Figure 2: Inhibitory pathway of prostaglandin E2 (PGE2) (adopted from Lone and Tasken [39]). (A) PGE2 mediates Treg inhibition of effector Tcell (Tcon) function through a cAMP and PKA-mediated pathway. (A) In response to continuous antigen exposure, for instance in cancer and HIV, adaptive Treg cells express cyclooxygenase-2 (COX-2) and PGE2, stimulates FOXP3 expression in these cells. The Treg cell-derived PGE2 can signal through EP2 and EP4 receptors on Tcons to inhibit the function of these cells through pathway shown in (B). 21 Binding of PGE2 to its receptors on Tcons stimulates adenylyl cyclase activity, which increases intracellular cAMP levels and thus activates PKA. Aided by an Ezrin-EBP50-PAG scaffold, PKA phosphorylates Csk, which in turn phosphorylates Lck to inhibit its activity. Lck normally acts to promote TCR signaling; thus Lck inhibition through this PGE2- initiated pathway inhibits TCR signaling in Tcons.

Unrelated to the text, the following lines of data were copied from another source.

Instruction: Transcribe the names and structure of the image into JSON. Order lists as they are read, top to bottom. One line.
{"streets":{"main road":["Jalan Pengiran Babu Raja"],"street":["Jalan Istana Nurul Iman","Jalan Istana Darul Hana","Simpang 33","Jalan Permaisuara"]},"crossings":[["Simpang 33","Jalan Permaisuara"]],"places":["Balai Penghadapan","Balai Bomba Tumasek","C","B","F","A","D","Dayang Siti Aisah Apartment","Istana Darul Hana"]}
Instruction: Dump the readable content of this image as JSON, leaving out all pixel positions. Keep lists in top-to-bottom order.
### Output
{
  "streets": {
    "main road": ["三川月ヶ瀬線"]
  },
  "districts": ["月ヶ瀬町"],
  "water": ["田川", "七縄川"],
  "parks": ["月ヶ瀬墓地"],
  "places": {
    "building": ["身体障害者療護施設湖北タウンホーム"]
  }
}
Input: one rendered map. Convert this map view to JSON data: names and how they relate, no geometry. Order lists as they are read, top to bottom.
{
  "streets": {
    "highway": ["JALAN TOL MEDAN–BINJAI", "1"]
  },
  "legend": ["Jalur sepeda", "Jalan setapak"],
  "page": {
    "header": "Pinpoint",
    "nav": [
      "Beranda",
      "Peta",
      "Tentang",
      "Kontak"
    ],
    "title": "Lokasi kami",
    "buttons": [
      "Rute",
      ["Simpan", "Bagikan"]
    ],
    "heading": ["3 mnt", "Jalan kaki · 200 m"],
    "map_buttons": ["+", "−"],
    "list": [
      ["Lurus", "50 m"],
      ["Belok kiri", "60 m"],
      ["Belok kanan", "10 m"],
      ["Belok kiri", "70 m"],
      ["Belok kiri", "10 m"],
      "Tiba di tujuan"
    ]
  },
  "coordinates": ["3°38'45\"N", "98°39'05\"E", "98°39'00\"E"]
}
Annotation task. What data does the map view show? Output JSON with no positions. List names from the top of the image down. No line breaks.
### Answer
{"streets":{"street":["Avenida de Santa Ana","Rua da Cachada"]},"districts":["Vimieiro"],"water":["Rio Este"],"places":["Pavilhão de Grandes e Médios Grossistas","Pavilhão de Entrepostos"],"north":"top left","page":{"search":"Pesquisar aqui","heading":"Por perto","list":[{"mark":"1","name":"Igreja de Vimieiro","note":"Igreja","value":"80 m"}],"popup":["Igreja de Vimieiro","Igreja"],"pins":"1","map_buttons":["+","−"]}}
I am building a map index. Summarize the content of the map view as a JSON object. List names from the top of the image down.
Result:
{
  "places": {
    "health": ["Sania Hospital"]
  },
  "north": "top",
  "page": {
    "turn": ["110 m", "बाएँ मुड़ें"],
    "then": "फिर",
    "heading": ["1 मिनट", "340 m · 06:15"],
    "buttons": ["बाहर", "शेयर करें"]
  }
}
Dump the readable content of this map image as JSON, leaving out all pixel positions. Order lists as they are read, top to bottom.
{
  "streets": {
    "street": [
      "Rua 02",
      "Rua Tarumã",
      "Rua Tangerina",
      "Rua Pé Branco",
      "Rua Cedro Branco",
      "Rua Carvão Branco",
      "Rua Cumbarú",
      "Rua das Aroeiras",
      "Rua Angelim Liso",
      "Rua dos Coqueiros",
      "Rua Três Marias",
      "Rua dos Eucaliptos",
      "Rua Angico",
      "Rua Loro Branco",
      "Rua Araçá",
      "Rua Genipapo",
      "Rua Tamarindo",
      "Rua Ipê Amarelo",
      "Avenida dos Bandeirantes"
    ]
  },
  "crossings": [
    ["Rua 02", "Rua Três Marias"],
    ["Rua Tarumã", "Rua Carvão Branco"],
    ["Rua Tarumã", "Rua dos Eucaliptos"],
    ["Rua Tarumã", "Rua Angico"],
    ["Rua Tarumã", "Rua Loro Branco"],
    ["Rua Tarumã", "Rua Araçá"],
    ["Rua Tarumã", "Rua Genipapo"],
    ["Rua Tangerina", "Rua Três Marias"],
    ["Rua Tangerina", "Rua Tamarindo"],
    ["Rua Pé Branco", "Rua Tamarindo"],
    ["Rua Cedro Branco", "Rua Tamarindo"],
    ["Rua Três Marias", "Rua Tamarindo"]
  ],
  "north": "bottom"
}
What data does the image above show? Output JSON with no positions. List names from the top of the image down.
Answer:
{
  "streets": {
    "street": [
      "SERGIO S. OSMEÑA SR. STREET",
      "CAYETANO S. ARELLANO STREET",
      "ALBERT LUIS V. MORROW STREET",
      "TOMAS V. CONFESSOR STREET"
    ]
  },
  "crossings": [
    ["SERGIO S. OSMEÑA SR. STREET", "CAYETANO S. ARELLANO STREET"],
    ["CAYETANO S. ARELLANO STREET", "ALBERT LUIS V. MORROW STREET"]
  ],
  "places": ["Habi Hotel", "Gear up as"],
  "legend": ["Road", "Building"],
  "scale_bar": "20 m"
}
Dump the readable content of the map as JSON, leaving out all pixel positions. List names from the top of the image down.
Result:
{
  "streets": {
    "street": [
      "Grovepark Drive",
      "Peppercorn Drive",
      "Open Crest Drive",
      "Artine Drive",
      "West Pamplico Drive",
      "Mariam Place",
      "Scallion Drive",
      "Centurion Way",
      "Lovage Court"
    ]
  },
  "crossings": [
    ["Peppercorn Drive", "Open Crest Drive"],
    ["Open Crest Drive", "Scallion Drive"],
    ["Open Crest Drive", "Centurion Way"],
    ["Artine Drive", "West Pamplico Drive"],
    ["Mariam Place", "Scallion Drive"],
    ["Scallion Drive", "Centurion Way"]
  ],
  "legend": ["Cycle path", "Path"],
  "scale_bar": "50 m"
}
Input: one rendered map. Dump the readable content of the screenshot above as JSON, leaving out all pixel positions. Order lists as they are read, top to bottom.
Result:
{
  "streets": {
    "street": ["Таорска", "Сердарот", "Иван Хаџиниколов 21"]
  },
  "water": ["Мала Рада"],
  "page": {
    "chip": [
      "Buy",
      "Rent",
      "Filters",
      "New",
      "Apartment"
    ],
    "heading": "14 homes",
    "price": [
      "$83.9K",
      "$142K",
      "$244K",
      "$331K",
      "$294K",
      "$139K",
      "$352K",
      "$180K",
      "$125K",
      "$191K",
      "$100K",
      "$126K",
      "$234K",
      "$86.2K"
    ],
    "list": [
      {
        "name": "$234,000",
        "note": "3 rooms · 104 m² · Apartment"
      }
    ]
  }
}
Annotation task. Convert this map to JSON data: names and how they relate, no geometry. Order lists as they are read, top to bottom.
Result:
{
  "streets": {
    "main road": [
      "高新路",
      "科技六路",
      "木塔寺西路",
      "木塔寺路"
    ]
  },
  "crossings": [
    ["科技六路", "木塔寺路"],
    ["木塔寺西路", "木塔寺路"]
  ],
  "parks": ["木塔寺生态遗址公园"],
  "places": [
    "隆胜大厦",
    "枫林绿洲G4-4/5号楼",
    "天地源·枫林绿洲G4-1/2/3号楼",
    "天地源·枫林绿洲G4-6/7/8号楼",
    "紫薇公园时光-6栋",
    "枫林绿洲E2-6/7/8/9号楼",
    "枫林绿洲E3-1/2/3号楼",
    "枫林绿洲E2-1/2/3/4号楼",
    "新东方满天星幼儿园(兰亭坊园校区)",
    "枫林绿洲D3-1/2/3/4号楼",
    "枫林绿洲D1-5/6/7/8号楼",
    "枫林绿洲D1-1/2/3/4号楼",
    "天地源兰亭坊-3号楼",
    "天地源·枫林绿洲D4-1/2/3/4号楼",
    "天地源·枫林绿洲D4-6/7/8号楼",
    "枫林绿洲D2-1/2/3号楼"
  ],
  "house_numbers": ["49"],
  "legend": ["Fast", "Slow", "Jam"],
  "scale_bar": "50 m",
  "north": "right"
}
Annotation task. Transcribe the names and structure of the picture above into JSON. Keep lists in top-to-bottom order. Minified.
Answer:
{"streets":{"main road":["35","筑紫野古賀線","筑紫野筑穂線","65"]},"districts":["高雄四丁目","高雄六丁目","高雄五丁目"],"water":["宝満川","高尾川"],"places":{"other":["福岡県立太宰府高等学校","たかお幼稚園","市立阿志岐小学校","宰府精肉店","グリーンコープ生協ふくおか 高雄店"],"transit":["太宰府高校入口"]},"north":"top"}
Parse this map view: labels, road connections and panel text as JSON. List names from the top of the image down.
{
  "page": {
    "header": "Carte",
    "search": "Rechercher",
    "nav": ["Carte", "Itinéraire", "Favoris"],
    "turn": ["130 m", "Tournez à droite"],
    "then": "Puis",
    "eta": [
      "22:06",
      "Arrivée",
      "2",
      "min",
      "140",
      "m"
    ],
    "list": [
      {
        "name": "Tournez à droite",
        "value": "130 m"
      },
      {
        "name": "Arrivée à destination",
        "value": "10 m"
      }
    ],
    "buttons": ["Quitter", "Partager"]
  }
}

Importantly, PGE2-mediated transcriptional attenuation of CCR5 chemokine receptor expression tightly correlates with expression of potent transcriptional regulator-Inducible cAMP Early Repressor (ICER) in peripheral blood human monocytes (Figure 3). These preliminary studies suggest that in addition to ICER mediated down-regulation of IL-2 synthesis in Tcons [43,44], ICER also attenuates expression of CCR5 receptor (Figure 3). Since PGE2 has capacity to down-regulate expression of CCR5 receptor gene this could lead to dual use of dmPGE2-improved engraftment of HIV resistant cells while diminishing residual CCR5 expression in cells from heterozygous donors (CCR5wt/Δ32) thus mimicking CCR5Δ32/Δ32 homozygous (CCR5 null) phenotype. Provided that dmPGE2 has lasting effects in HSCs this could lead to significant increase of the number of treatable patients (frequency of heterozygous CCR5wt/Δ32 donors in North of Europe and US is at least 10 fold higher than in case of homozygous CCR5Δ32/Δ32 donors) [45]. Therefore, potential dmPGE2–mediated down-regulation of CCR5 expression driven from single CCR5 allele in HSCs from donors heterozygous for Δ32 mutation could 9 significantly increase probability of appropriate donor selection for bone marrow transplant in HIV+ infected leukemic patients.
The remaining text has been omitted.